Preslav Mihaylov

Posted on Sep 5, 2018 • Edited on Nov 14, 2020 • Originally published at pmihaylov.com

The build process of programming languages

#build #programming #compiler

This article is part of the sequence The Basics You Won't Learn in the Basics aimed at eager people striving to gain a deeper understanding of programming and computer science.

When I wrote my first program, my trainer told me I merely wrote the source code. Now, I have to translate it to a language understandable by computers. We call that compilation. It happens by clicking Ctrl+F5 (In Visual Studio). And there you have it, your program is now an executable.

That's how they initially thought me what the build process of a program is. And that is a good enough explanation for beginners. But at one point, I realized that when I click Ctrl+F5, some processes happen behind the scenes which we don't see. Those processes we will explore in today's article.
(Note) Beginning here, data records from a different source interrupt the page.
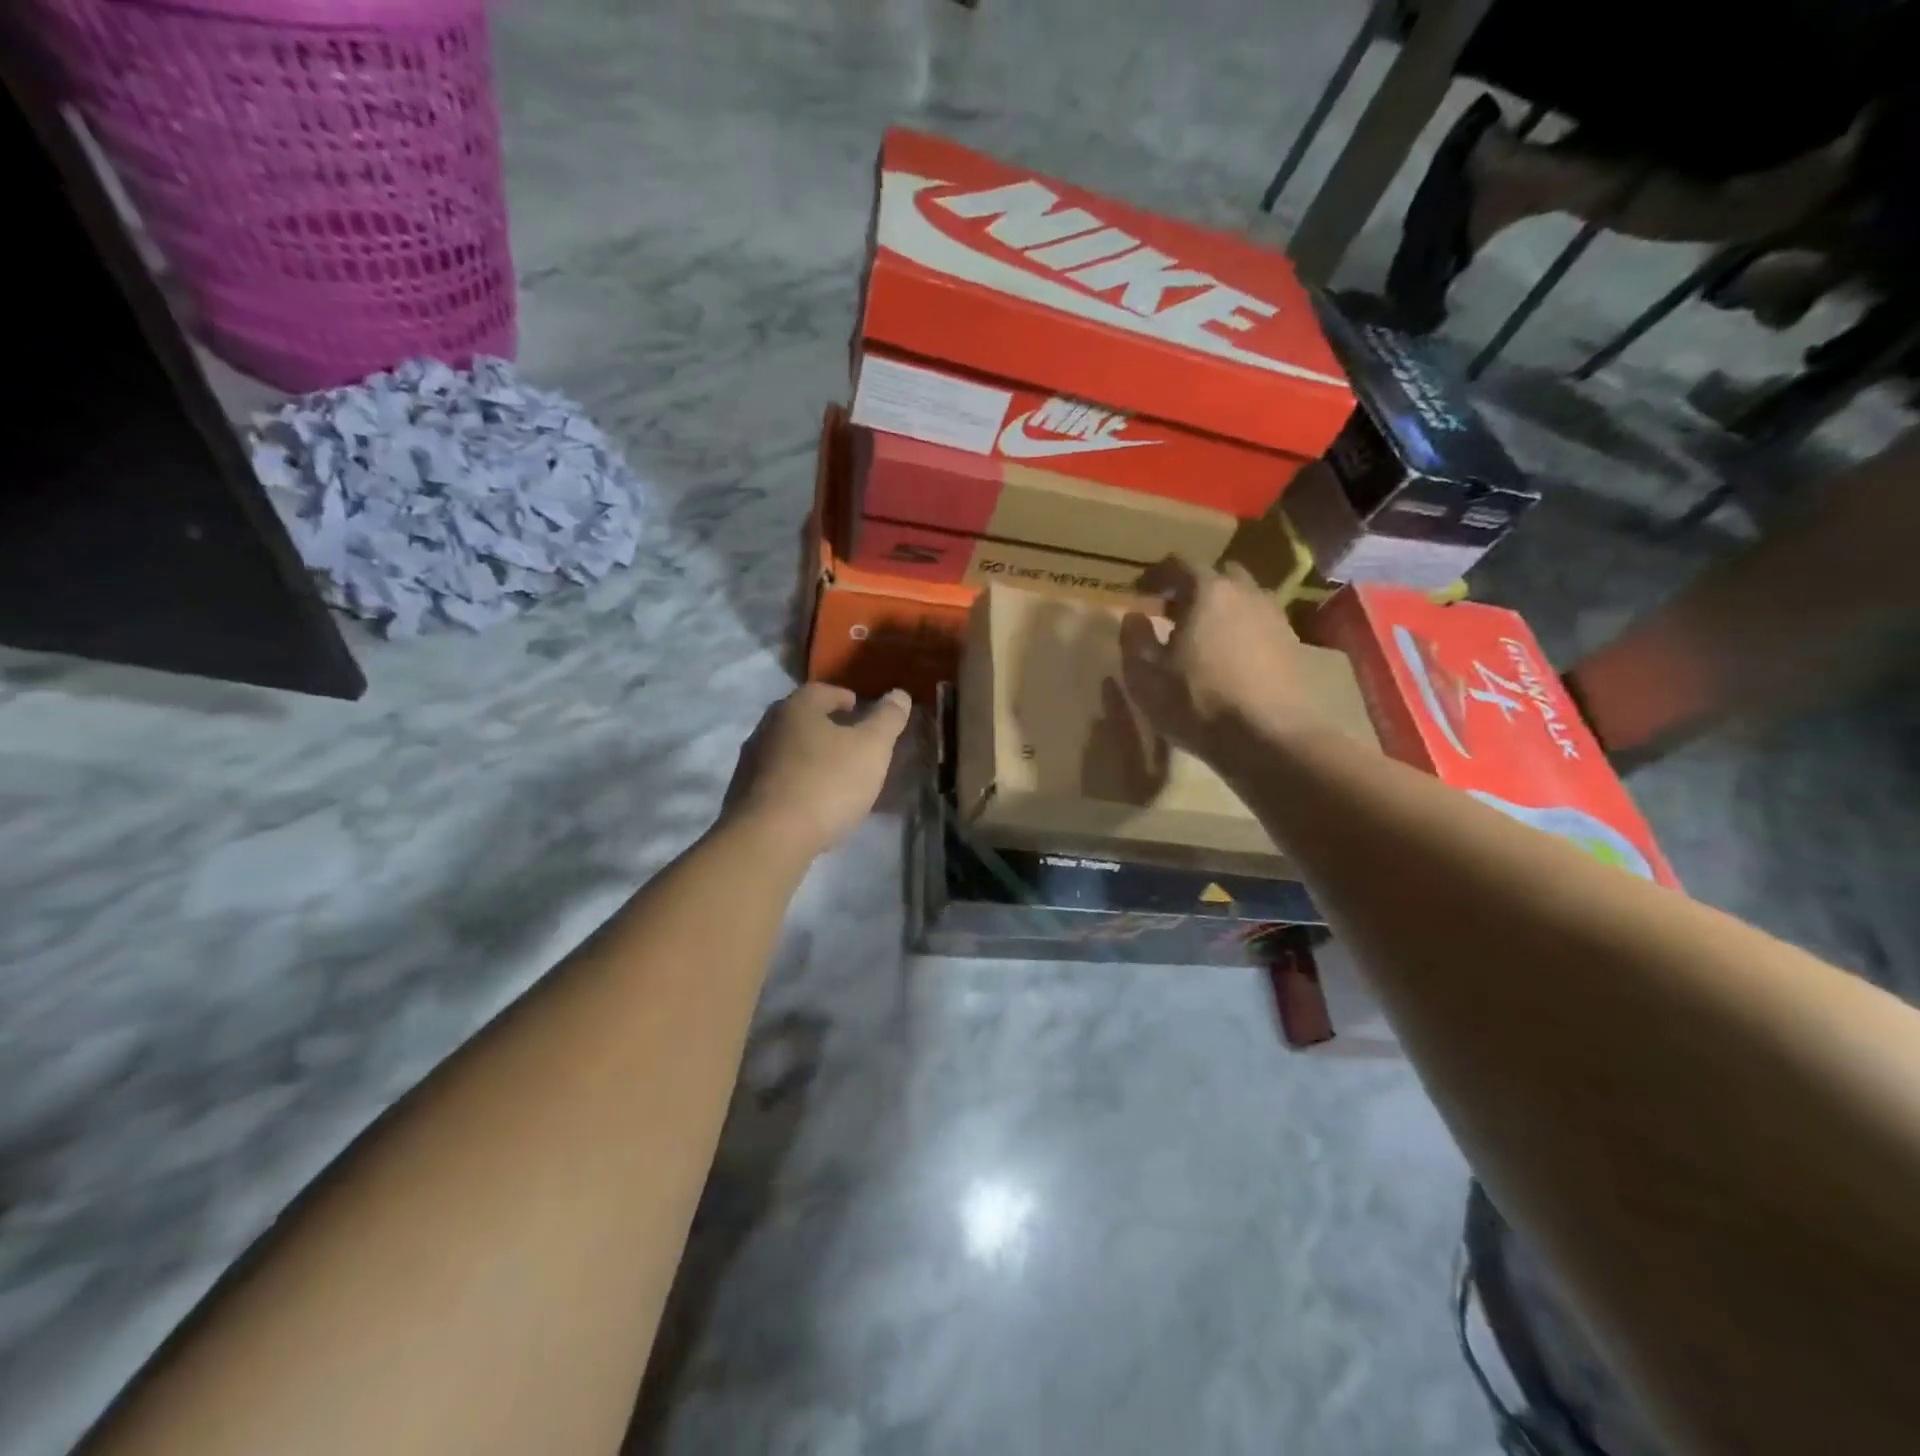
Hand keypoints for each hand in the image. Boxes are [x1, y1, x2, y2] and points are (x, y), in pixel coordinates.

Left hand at [721, 683, 911, 858]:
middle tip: (855, 745)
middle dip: (829, 728)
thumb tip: (899, 694)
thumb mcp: (871, 748)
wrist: (769, 839)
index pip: (824, 691)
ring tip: (837, 777)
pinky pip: (778, 780)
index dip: (847, 699)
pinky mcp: (743, 795)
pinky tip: (813, 803)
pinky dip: (797, 783)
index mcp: (796, 707)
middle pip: (803, 719)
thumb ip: (888, 719)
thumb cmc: (826, 783)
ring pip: (789, 750)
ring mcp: (751, 762)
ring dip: (812, 757)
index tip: (864, 713)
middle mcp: (768, 727)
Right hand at [1119, 557, 1319, 758]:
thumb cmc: (1197, 702)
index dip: (1154, 577)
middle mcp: (1245, 592)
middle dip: (1192, 589)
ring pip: (1242, 599)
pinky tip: (1228, 660)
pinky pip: (1258, 624)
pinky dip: (1240, 631)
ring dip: (1220, 610)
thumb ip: (1134, 639)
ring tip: (1201, 639)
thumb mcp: (1145, 676)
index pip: (1177, 565)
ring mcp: (1274, 617)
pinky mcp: (1291, 644)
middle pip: (1216, 576)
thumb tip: (1134, 617)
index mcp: (1207, 591)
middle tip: (1172, 613)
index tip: (1139, 594)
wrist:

And did you know, that when you click Ctrl+F5, the processes used are different for different languages? Have you ever wondered why is it harder to code in C++ than it is in C#?

Well, we won't be able to explore the whole details of the last question. That has a lot to do with language design and the decisions being taken during the years. But we will explore the fundamental difference between those languages. That difference lies in their build process.

Languages compiled to native code

The most popular examples of such languages are C and C++.

What does compiling to native code means?

When we build our program, the code goes through various stages and in the end, is transformed to machine code. That's code which the processor executes directly. More on the subject, check out one of the previous articles in the series.

That's the high-level view. But let's take a sneak peak in the internal process of transforming source code into machine code.

For this purpose, we will explore the process of building C and C++ programs, as they are the most popular languages using this approach.

The whole process includes 4 steps - Preprocessing, Compilation, Assembly, Linking.

Preprocessing

In C and C++ programs, there are some lines, called preprocessor directives, which begin with a #.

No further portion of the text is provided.